▶ [What to produce]: If a line in the following entries contains the string "Roble", it counts toward the total; report only that total.

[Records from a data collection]
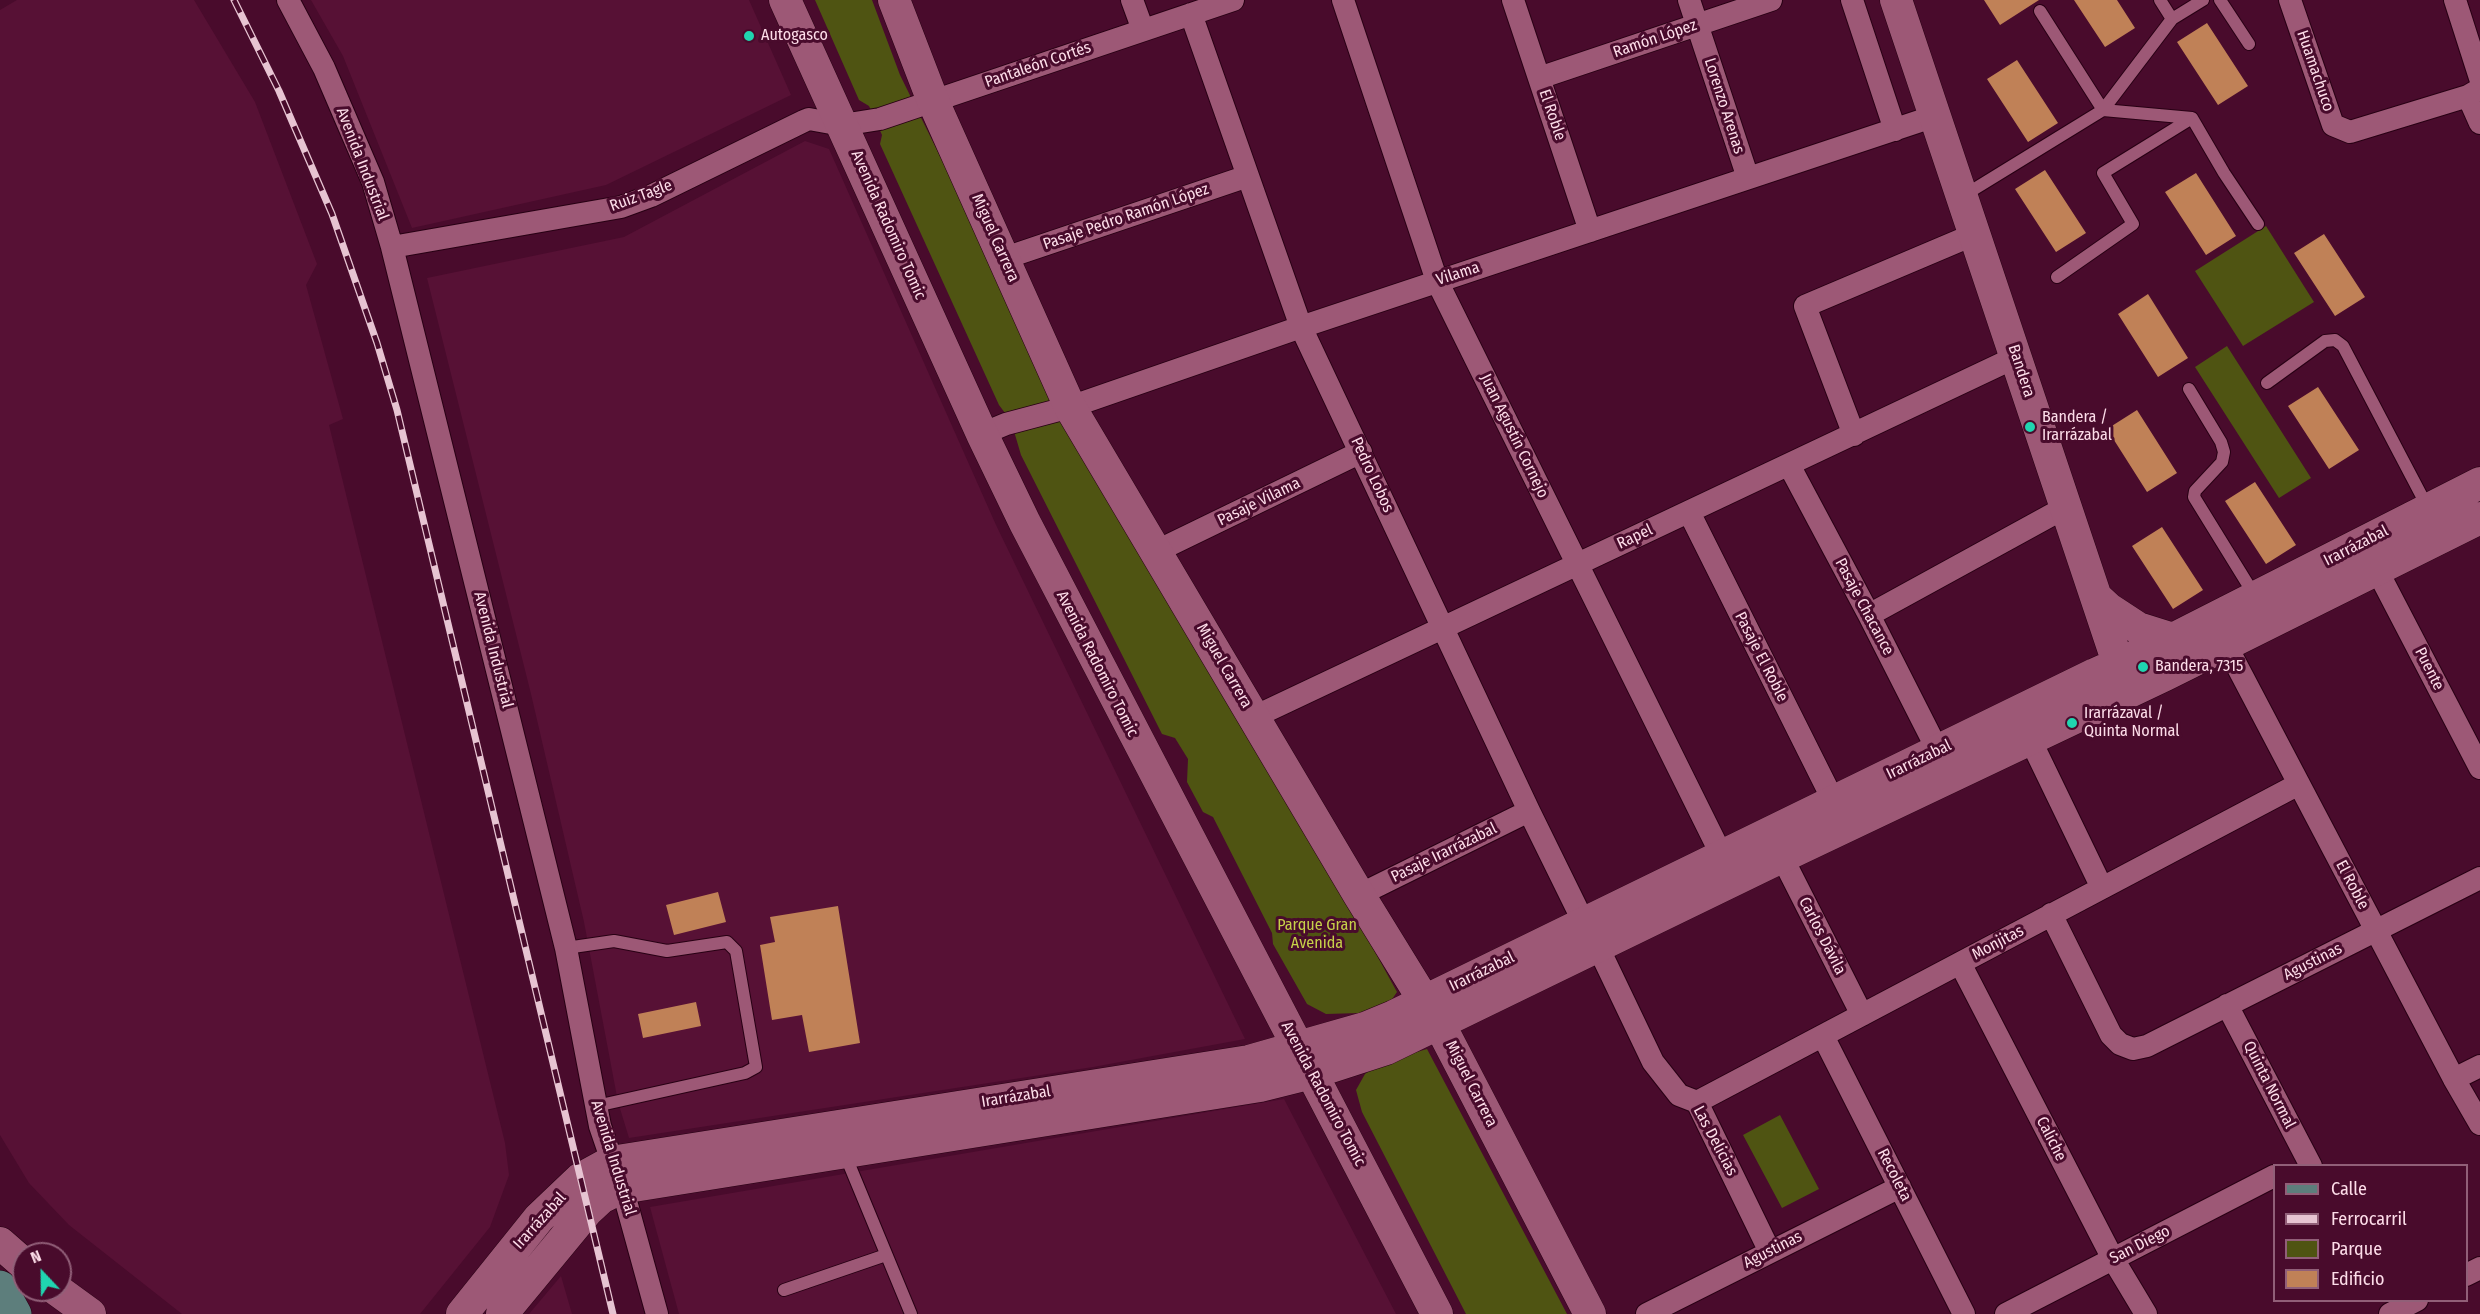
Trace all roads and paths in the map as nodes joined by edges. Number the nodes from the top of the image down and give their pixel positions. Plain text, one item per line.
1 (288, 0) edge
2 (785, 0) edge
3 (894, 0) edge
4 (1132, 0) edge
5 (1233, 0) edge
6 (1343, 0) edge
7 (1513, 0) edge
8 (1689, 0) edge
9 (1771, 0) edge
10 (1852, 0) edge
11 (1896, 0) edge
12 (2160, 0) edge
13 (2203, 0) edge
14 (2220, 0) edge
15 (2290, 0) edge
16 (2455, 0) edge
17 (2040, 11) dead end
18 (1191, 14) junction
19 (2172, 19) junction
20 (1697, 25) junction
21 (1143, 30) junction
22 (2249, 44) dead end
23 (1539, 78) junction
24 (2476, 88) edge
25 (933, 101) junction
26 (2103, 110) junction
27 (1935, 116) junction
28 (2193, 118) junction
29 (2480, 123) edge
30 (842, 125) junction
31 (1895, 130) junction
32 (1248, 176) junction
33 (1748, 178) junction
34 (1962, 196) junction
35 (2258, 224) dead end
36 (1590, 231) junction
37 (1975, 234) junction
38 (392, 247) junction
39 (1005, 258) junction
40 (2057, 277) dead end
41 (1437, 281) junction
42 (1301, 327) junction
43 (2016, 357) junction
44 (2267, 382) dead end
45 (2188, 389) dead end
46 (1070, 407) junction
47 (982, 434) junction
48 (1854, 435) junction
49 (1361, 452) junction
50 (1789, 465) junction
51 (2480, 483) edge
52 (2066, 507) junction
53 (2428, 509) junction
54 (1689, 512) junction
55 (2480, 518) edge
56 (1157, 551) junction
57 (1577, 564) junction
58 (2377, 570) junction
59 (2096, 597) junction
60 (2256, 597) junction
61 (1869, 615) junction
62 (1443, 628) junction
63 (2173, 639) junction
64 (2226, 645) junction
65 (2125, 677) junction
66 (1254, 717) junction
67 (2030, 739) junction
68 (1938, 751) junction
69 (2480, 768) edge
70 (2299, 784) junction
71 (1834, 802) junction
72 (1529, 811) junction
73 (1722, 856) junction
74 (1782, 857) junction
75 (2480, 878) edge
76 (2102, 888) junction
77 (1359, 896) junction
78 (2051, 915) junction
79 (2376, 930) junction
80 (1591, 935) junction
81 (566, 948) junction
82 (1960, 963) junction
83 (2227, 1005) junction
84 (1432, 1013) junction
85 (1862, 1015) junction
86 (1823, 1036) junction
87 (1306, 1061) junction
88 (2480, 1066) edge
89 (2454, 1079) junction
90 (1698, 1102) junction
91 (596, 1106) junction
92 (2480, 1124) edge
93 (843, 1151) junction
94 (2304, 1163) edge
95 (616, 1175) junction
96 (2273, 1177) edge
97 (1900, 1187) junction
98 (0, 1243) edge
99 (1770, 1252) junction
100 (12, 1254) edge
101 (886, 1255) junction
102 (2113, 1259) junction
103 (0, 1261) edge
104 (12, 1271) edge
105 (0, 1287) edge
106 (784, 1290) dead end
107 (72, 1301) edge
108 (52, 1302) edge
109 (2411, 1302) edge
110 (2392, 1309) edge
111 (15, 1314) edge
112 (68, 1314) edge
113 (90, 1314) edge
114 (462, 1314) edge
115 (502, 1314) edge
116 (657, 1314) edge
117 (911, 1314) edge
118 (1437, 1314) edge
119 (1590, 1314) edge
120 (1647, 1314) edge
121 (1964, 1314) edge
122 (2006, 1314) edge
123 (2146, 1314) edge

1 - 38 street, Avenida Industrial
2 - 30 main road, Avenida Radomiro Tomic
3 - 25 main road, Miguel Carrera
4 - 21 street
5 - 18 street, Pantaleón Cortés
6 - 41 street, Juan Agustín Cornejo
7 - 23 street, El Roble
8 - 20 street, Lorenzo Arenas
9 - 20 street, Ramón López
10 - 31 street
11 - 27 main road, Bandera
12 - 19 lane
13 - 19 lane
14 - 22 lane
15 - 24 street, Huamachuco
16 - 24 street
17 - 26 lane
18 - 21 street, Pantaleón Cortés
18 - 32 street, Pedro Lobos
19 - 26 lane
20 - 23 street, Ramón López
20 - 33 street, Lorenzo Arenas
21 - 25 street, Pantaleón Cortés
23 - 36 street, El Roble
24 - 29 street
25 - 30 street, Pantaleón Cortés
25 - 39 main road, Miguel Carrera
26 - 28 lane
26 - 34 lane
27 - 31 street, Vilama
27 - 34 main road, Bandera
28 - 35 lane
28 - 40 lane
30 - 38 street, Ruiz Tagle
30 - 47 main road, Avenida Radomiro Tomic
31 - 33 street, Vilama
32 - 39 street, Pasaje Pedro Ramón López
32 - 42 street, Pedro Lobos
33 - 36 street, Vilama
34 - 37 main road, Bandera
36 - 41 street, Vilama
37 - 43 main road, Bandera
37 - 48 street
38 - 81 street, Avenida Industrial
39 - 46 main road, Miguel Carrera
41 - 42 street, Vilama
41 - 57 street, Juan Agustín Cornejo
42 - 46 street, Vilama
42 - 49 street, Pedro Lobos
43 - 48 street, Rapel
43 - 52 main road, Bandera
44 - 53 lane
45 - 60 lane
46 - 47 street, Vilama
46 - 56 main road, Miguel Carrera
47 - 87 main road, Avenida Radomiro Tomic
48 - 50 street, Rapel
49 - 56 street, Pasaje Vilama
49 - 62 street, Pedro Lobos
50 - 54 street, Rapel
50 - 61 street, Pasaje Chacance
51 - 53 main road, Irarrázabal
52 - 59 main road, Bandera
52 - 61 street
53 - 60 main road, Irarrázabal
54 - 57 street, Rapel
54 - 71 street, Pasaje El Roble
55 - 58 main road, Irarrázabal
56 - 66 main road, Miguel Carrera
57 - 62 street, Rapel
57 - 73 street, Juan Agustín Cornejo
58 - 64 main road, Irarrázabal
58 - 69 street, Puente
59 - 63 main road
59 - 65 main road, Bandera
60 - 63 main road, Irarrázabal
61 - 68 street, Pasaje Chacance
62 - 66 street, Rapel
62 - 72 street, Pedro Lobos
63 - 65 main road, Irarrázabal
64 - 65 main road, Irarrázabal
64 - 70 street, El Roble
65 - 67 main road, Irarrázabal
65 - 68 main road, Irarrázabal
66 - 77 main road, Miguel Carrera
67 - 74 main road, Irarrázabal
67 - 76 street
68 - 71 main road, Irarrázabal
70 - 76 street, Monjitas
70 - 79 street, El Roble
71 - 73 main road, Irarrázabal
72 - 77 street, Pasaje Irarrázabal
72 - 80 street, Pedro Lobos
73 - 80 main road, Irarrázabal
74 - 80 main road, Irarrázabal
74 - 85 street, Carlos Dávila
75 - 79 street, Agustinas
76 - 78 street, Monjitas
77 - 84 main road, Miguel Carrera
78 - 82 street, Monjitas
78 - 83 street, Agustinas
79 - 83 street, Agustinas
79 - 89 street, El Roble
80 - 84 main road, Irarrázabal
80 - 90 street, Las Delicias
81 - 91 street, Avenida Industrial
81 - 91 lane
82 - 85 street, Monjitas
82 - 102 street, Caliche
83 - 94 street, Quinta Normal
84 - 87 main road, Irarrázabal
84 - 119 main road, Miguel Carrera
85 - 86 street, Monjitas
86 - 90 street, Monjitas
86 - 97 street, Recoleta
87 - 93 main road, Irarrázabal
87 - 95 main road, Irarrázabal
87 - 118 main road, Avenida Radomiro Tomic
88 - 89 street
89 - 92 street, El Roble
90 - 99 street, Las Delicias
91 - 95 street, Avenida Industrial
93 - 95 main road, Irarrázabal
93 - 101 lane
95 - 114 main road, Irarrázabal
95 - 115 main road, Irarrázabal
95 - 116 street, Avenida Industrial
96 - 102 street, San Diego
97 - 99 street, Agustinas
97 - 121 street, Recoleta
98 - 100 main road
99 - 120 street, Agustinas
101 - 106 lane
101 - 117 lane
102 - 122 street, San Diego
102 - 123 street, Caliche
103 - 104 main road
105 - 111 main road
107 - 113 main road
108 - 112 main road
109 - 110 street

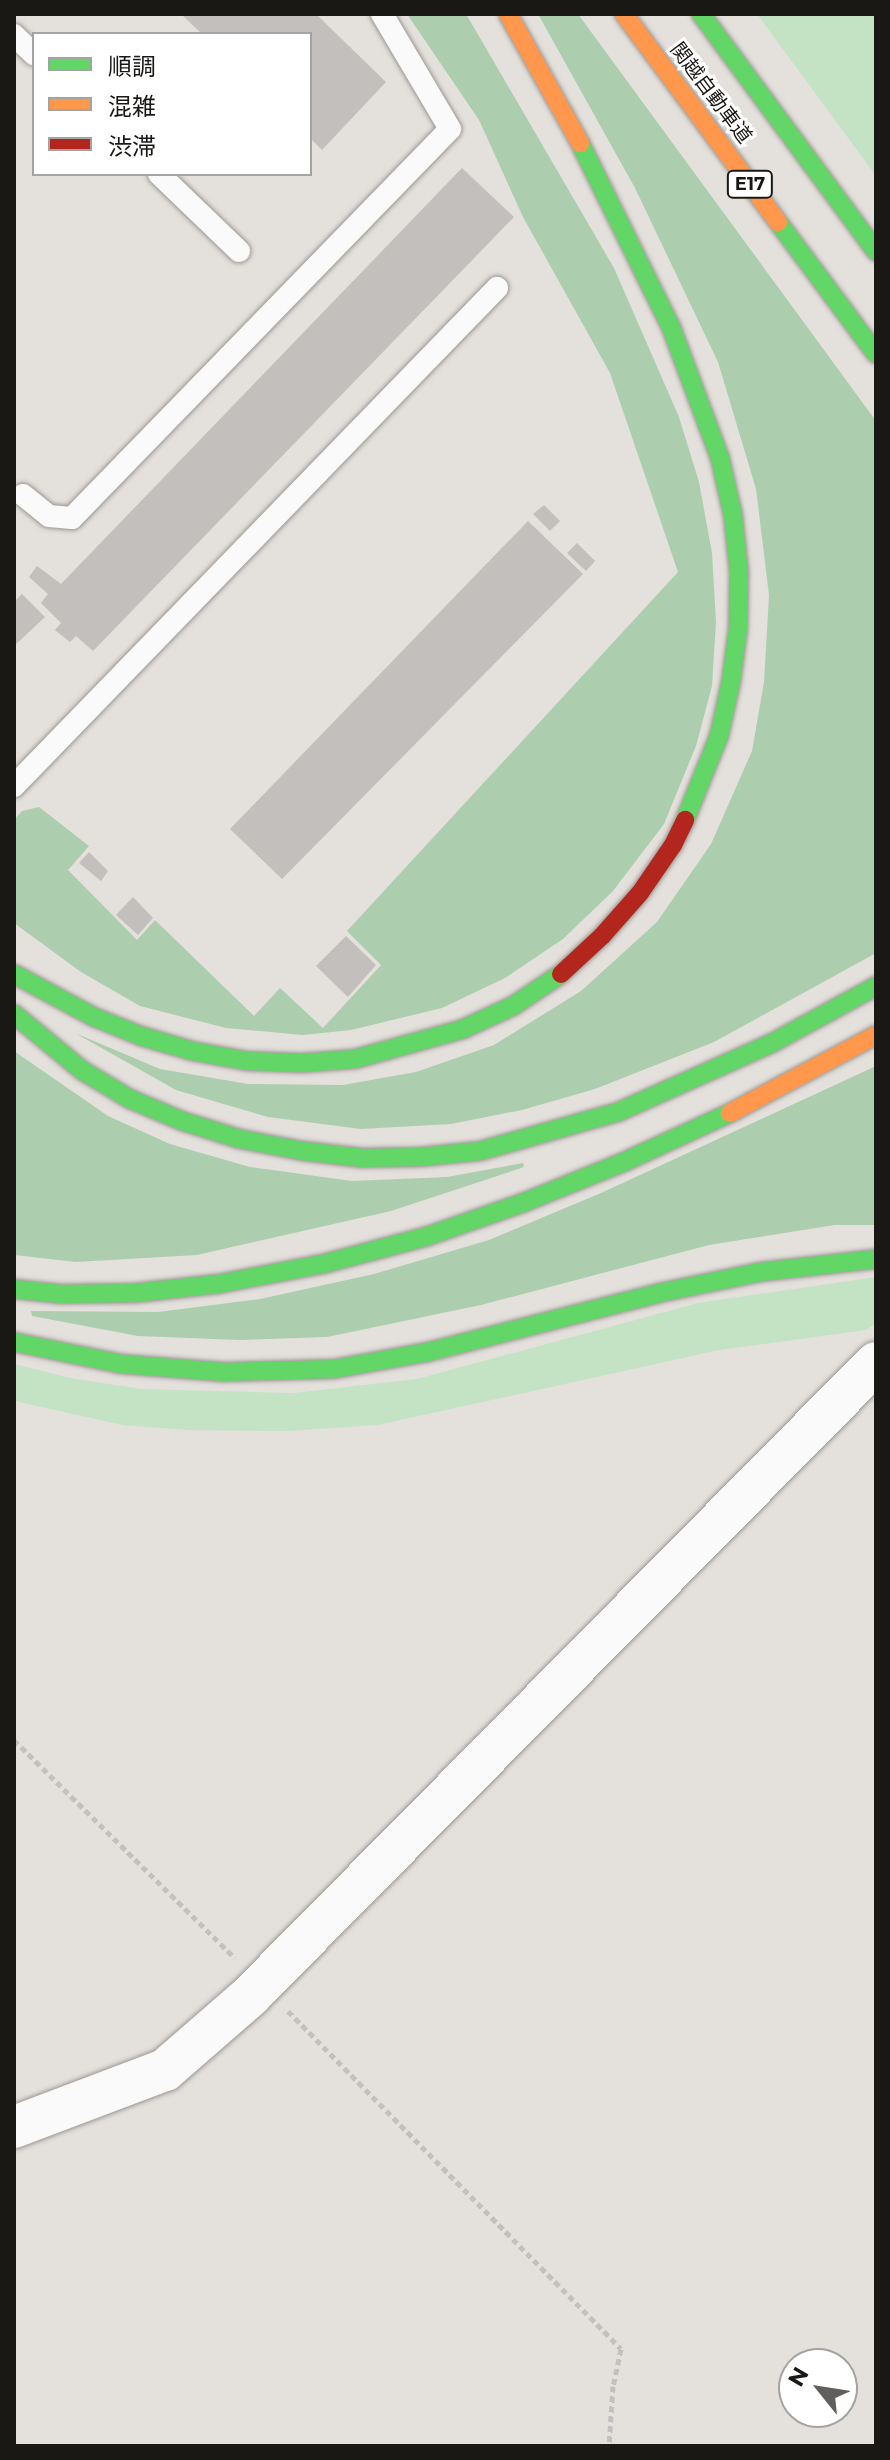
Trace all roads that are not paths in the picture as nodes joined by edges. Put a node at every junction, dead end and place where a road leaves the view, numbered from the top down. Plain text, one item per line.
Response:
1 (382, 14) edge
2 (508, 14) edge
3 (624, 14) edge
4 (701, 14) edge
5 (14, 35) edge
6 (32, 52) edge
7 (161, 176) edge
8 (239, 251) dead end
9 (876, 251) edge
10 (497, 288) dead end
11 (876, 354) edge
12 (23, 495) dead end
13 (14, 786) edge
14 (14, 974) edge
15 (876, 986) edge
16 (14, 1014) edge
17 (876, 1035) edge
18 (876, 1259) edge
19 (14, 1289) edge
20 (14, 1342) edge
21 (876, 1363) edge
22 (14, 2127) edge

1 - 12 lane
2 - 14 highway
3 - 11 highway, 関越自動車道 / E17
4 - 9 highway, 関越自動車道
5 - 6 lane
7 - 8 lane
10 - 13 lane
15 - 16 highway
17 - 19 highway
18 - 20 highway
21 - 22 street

▶ [Reply]: 7